Special occasions of any kind, whether it be birthdays or work events or any kind of parties, can be a drag.  On the one hand, the smart recovering alcoholic may think he’s got it all figured out–just stay home.  However, there are some benefits to going to some events from time to time.  Isolation isn’t good for a recovered addict, and hanging out with people and staying in touch with society is actually a big deal.  So going and being proud to be recovered is probably the best way.

If this means struggling with willpower, that’s what being a recovered alcoholic is all about.

Peer Pressure

I have a good pal named Brandon.  Brandon has a way of helping me with my sobriety.  One of the things we do each week is play golf.  I don’t know about you and your buddies, but not even my friend Brandon drinks cocktails or pounds shots at 9 a.m. on a Saturday.  So we don’t drink on our main outings each week.  That means that he and I can hang out with no weird stuff about alcohol, and Brandon isn’t sacrificing anything.  I mean, he really wants (and needs–don’t tell him I said that) to improve his handicap, and he’s proven that beer doesn’t help with that.

That shows the importance of positive or negative peer pressure.  If you’re around people who drink on a regular basis, you’ll eventually, slowly cave.  They might not be purposely pressuring you at all, but too much of it will seep in through your pores and wear you down.  So limit hanging out with people who drink all the time–and realize that no one will mind at all.  I’ve had hundreds of people respect me for it.

Advertising and the Media

One time not long after leaving albuquerque for the Midwest, where I still live, I spent a night up on my roof.  Don’t ask me how the hell I got up there or what I was doing, I just woke up on my roof, insanely sick to my stomach, dizzy, dry-mouthed, wondering what the heck had happened, and how I would get down.

When I see a beer commercial on TV with busty gals around a swimming pool, I picture myself up on my roof.  I don’t even notice the rest of the commercial at that point, and that’s the end of it.

Don’t Forget the Benefits

When fighting against the goblins mentioned above, it’s important–to me–to be moving toward something.  The way to do that is to be moving toward all the benefits of sobreity.  Don’t look now, because here they come!

1. Increased Energy

Alcohol can lead you to become incredibly sedentary; robbing you of your energy as well as your interest in other, more productive things. Do you think I was a golfer when I was drinking all the time?  I have so much more energy now–aging in reverse.

2. Better Looks

Let me tell you, I’m one handsome devil.  Or, maybe not.  But I can tell you that the way to improve your appearance is to get off the booze.  Alcohol is the ultimate junk food in addition to being a depressant and screwing everything up.  It’s all about weight gain and tooth rot.  Non-drinkers even have healthier hair.

3. Better Health

Did you know alcohol (or cocaine) was bad for your health?  Front page news!  But here’s a look at how it does its damage.  It leads to obesity, diabetes, strokes and cancer. By eliminating alcohol from your life, you are taking possibly the greatest step that you can towards safeguarding your health and ensuring a longer, more fulfilling life.

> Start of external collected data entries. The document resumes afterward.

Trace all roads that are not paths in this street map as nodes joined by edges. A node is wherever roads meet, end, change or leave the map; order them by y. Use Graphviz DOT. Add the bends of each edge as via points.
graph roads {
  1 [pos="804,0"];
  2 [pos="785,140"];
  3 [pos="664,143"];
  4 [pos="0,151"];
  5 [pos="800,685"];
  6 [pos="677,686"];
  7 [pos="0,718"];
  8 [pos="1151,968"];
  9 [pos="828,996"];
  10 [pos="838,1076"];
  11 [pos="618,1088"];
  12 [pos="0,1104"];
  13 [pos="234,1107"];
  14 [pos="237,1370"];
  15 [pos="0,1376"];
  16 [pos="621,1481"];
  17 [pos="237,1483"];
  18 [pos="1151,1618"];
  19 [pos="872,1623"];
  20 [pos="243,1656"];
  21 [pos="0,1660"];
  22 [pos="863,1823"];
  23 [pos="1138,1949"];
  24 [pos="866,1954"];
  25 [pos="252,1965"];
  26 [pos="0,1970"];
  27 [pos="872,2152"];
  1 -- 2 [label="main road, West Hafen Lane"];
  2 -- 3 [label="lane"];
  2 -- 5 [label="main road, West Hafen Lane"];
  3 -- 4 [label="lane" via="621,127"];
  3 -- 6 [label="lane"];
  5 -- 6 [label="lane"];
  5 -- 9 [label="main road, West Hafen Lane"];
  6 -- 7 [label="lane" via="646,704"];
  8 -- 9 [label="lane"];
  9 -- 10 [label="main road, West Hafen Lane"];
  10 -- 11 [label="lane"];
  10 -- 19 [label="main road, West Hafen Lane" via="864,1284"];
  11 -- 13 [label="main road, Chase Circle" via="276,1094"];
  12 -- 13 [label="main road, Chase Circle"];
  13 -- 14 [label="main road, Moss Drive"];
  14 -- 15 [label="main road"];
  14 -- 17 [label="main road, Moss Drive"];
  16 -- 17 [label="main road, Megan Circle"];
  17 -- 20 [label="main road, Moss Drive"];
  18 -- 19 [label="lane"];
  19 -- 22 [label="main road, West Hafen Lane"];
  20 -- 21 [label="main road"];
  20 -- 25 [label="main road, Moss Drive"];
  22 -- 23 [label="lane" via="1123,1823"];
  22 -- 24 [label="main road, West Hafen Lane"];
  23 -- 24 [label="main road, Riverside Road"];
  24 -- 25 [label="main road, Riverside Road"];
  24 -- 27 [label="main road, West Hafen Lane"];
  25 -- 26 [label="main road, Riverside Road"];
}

4. Better Mental Well-being

When sober, you will find that you become infinitely more pleasant and happy, both for others and for yourself. Alcoholism forges depression, feeds insecurities and in generally makes you miserable. Sober, I can tackle tasks and problems with a far higher degree of zeal and efficiency.

5. More Income and Spare Time

I continue to own my own business, but sober me does a lot better: surprise!  Yes, money can be tight, but saving on booze and mixers and the kind of junk food people like at 1 a.m. really helps.  The fact is, if you’re trying to economize and use money with frugality, being drunk absolutely won’t help this.

Life after alcohol can be a tough to navigate, in fact it may be the hardest thing that you’ll ever have to do. But the outlook is far from bleak; the benefits massively outweigh any hardships that you may encounter, and the power to change your life for the better is always in your grasp- by surrounding yourself with positive influences and loving relationships, you can steel your resolve and ensure that the new you is here to stay. This is a process which will require a lot from you, but at the same time don’t forget that you don’t have to go through it alone.